__DATA FOR THE TASK__.
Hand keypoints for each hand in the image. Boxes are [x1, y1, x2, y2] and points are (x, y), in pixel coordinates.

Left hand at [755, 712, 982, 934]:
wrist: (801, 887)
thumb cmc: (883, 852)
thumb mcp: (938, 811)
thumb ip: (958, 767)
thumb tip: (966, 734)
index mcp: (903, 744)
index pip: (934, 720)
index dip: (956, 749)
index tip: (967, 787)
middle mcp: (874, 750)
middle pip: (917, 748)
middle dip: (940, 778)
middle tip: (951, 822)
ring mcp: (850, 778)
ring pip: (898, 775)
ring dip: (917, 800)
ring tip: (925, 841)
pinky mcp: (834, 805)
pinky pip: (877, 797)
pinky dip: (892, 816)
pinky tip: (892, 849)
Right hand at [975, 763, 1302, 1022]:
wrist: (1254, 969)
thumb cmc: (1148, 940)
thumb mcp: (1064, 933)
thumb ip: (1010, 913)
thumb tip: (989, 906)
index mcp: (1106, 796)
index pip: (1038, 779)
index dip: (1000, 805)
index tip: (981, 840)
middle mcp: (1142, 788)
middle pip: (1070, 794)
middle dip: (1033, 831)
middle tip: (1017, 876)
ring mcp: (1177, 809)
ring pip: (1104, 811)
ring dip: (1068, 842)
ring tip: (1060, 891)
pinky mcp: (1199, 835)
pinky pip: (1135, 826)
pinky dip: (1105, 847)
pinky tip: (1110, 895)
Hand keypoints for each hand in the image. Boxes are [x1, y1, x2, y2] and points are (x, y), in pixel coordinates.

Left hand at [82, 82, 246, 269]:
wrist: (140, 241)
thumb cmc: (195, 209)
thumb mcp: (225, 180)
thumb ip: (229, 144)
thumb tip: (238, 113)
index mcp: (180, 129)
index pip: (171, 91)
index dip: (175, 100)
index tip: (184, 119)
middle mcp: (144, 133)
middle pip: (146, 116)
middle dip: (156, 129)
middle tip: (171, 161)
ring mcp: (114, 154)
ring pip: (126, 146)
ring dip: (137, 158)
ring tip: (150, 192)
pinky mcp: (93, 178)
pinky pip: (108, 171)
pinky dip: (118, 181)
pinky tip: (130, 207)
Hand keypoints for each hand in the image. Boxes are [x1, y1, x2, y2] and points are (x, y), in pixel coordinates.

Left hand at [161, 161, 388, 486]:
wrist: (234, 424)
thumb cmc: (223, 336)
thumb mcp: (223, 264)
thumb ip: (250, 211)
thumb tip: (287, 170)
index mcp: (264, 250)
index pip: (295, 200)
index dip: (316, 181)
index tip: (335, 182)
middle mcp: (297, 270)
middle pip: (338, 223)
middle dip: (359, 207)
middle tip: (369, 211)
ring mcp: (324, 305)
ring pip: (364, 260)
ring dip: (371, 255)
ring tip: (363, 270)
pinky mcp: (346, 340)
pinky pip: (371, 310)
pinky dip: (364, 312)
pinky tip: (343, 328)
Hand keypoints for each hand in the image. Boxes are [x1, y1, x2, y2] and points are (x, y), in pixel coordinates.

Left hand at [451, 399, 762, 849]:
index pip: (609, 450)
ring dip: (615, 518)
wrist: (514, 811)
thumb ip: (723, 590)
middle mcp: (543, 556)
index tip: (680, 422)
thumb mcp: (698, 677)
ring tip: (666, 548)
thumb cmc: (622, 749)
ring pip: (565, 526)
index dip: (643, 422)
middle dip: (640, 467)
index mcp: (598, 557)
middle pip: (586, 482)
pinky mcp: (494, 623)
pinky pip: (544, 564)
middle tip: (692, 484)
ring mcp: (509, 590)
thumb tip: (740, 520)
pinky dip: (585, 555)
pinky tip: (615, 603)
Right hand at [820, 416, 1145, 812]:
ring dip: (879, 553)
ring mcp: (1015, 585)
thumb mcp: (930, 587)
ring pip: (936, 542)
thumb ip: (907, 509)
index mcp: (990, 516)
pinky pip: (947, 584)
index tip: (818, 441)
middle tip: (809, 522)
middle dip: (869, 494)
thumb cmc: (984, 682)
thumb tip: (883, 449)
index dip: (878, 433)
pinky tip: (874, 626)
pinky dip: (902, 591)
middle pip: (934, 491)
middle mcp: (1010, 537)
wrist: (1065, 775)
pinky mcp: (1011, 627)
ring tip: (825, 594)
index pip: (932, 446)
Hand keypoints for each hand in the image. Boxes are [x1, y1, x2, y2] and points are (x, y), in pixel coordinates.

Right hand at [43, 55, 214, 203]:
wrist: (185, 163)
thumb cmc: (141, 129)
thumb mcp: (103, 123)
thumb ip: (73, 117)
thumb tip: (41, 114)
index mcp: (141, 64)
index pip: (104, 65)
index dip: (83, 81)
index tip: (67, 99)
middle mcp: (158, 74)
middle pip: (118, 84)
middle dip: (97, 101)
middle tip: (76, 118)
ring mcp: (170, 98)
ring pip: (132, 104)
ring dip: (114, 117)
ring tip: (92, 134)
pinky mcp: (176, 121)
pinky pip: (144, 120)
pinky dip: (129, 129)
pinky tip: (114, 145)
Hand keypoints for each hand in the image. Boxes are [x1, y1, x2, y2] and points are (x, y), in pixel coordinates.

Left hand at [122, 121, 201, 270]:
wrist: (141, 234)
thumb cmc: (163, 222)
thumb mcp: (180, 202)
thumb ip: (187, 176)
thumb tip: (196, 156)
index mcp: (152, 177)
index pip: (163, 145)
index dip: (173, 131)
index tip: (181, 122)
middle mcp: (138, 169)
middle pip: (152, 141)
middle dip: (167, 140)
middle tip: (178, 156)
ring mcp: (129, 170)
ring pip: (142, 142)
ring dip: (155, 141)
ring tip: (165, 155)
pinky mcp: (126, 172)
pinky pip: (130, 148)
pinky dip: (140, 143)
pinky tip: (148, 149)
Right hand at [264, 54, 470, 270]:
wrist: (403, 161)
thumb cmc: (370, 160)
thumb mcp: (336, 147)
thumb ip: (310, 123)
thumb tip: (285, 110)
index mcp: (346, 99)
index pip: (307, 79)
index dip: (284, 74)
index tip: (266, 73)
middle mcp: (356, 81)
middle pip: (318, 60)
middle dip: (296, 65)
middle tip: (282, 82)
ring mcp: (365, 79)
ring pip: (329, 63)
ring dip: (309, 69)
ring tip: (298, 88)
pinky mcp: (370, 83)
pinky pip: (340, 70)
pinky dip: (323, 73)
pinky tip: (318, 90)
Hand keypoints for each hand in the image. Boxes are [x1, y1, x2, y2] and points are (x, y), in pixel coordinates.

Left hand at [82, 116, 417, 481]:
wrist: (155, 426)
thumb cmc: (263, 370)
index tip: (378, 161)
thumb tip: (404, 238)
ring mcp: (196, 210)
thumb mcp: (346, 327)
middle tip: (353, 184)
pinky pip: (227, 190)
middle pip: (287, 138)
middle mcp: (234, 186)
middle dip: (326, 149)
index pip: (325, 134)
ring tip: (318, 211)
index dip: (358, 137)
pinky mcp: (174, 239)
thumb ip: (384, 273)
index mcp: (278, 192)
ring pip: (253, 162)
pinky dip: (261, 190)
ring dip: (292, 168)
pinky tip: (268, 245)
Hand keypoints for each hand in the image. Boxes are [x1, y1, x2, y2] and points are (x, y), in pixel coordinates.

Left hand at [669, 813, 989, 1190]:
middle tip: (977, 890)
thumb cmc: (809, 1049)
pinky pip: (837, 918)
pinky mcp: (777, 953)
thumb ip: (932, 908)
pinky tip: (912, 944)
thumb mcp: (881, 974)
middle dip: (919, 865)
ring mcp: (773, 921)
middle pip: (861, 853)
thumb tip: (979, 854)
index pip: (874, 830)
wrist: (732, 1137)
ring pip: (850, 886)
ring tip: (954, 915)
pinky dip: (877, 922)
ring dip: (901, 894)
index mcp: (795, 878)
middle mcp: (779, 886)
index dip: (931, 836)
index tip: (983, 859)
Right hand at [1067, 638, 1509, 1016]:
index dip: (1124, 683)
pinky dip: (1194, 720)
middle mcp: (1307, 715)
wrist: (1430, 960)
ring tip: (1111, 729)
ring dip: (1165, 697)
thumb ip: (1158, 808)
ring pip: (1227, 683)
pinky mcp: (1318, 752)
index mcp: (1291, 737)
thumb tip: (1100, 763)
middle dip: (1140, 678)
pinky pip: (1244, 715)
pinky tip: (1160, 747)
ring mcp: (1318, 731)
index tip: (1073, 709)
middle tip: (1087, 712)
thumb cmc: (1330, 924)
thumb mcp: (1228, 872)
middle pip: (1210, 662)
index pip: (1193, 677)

__WORK TO COMPLETE__. Copy out only the lines of the records above from the one with "index mcp: (346, 99)" through the one with "index tip: (378, 161)", exactly as they stand, both included.

__ANSWER BELOW__.
index mcp: (346, 99)
index pip: (307, 79)
index dip: (284, 74)
index tip: (266, 73)
middle mcp: (356, 81)
middle pip: (318, 60)
middle dip: (296, 65)
middle tip: (282, 82)
ring mcp: (365, 79)
ring pip: (329, 63)
ring dip: (309, 69)
ring tip: (298, 88)
pinky mcp: (370, 83)
pinky pip: (340, 70)
pinky dip: (323, 73)
pinky tip: (318, 90)
Hand keypoints for each hand in the image. Boxes are [x1, y1, x2, y2] and points are (x, y), in pixel coordinates.

Left hand at [82, 116, 417, 481]:
wrist: (155, 426)
thumb cmc: (263, 370)
index tip: (378, 161)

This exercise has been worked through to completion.